▸ **SOURCE RECORDS**:
▬▬▬

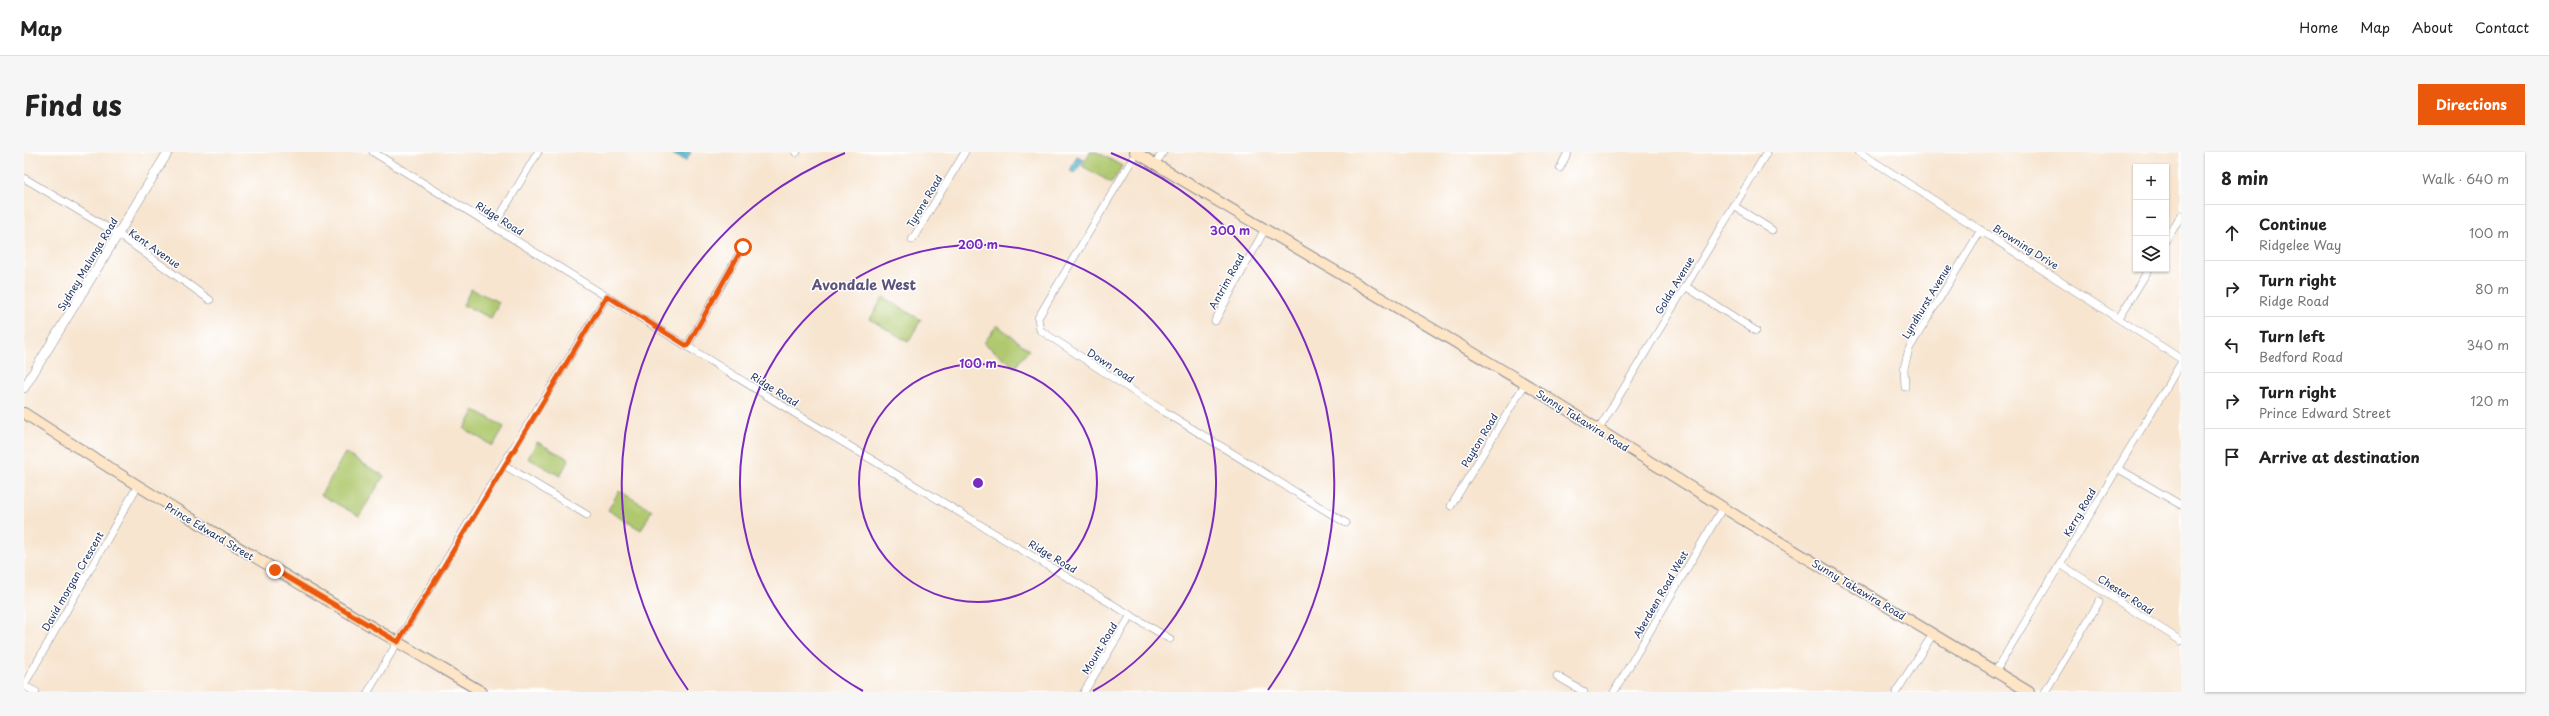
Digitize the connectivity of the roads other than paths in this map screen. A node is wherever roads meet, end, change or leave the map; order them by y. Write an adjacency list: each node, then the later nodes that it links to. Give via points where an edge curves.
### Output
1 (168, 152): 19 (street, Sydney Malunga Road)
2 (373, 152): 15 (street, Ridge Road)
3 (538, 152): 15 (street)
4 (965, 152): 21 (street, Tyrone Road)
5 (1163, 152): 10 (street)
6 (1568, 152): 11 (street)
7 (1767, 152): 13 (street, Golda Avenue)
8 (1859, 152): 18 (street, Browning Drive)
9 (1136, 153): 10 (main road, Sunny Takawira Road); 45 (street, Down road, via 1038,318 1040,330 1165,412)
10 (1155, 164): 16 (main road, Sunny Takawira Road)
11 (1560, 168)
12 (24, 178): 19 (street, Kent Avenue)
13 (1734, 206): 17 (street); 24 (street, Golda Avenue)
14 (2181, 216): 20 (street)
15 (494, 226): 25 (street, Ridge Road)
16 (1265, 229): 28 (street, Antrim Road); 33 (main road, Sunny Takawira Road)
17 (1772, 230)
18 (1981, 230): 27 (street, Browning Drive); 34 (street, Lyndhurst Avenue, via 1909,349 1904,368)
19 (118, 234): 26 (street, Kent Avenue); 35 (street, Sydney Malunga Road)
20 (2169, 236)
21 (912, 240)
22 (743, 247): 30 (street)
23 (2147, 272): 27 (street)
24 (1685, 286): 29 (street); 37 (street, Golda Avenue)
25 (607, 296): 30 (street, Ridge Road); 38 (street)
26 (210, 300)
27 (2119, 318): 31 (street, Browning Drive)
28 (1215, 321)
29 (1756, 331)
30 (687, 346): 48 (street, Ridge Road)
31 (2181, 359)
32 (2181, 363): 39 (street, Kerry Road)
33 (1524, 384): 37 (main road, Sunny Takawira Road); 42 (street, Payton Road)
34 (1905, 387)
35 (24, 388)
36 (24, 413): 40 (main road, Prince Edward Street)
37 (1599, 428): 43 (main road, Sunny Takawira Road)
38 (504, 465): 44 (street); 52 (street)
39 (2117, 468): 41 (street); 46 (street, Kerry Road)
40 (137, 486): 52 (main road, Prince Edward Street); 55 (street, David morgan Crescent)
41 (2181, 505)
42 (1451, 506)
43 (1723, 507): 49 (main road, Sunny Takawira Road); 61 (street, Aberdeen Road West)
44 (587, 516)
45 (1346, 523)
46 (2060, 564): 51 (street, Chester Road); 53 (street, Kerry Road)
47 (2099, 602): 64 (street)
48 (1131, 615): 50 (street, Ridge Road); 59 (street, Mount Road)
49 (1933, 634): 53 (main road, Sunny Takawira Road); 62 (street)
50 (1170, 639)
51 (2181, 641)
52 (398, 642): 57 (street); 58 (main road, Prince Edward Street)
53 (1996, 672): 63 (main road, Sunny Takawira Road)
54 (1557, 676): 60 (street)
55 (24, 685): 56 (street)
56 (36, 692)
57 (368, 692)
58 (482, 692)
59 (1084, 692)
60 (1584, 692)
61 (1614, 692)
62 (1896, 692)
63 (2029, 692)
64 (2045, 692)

▬▬▬

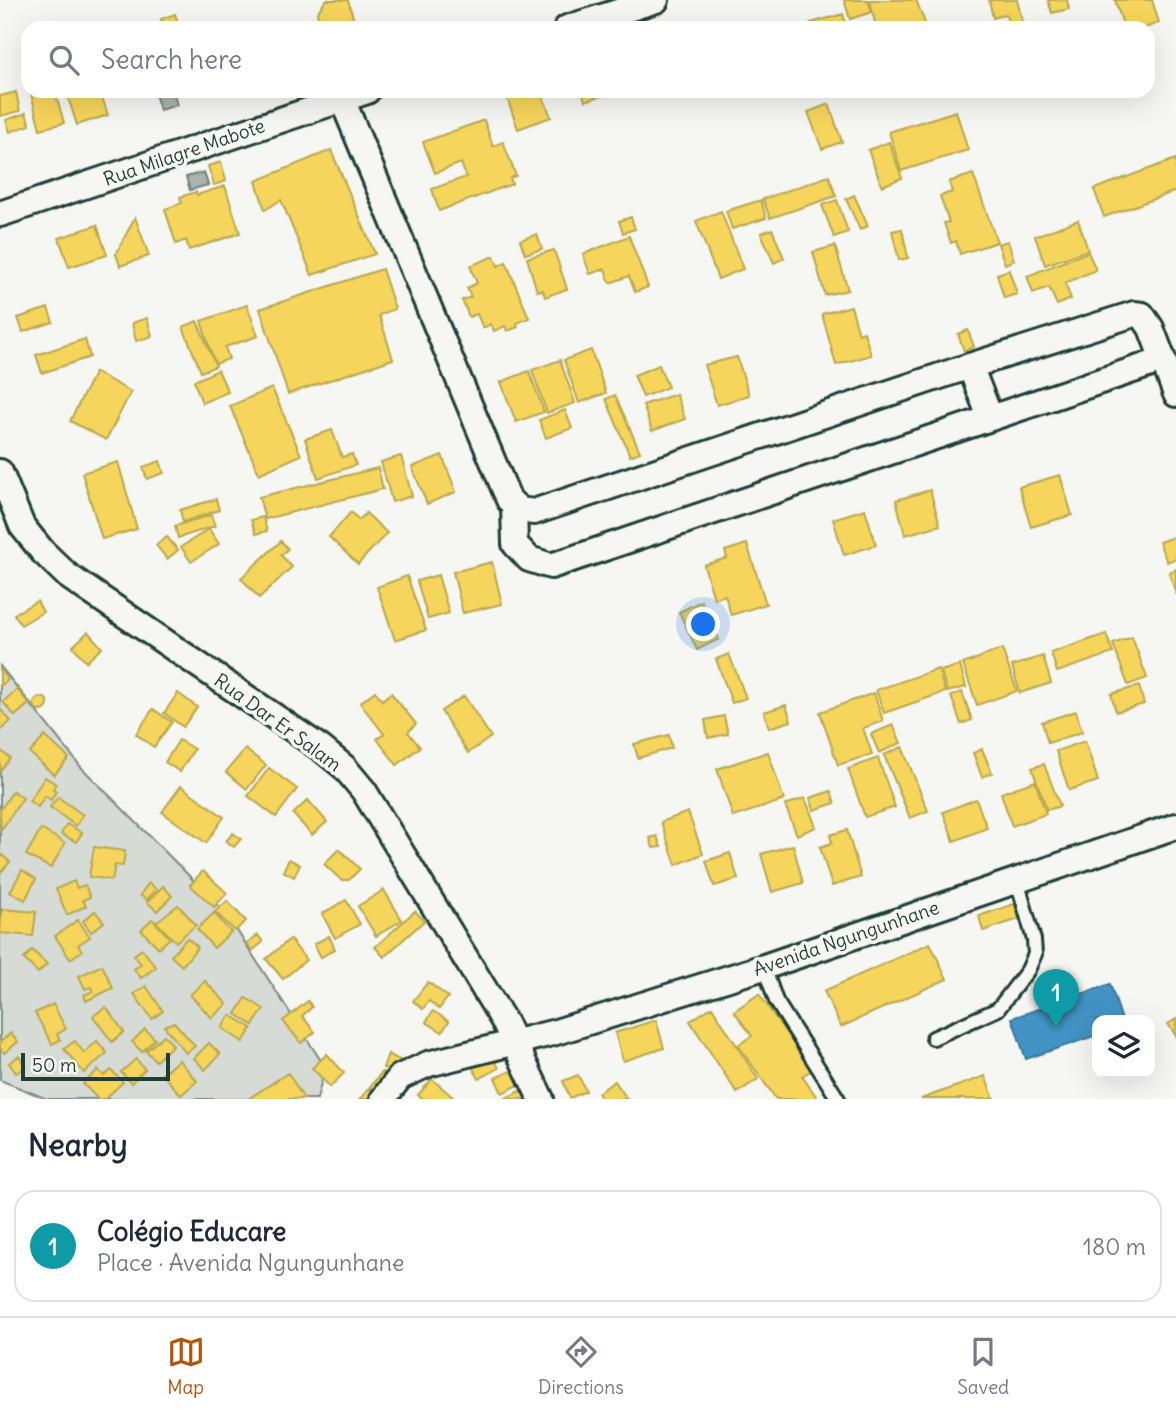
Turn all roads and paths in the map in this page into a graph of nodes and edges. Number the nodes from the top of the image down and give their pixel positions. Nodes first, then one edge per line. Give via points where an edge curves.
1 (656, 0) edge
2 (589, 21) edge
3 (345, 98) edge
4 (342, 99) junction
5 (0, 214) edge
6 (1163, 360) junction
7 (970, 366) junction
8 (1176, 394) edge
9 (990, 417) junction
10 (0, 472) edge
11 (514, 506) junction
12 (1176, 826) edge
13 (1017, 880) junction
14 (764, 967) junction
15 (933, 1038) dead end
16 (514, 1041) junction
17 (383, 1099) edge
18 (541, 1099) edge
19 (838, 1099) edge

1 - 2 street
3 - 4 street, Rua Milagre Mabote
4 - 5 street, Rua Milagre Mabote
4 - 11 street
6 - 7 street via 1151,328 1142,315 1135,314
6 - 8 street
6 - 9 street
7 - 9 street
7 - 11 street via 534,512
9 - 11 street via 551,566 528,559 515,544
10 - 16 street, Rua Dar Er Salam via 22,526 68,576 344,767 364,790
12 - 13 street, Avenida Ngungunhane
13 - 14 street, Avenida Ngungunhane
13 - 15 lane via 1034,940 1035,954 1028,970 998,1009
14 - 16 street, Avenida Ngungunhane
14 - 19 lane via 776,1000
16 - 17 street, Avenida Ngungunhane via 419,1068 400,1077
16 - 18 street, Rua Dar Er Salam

▬▬▬

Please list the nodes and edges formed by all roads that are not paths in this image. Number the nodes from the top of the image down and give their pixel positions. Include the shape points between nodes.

▬▬▬

Please copy out each line of the data in which the word "list" occurs.

▸ **EXPECTED OUTPUT**:
Digitize the connectivity of the roads other than paths in this map screen. A node is wherever roads meet, end, change or leave the map; order them by y. Write an adjacency list: each node, then the later nodes that it links to. Give via points where an edge curves.
Please list the nodes and edges formed by all roads that are not paths in this image. Number the nodes from the top of the image down and give their pixel positions. Include the shape points between nodes.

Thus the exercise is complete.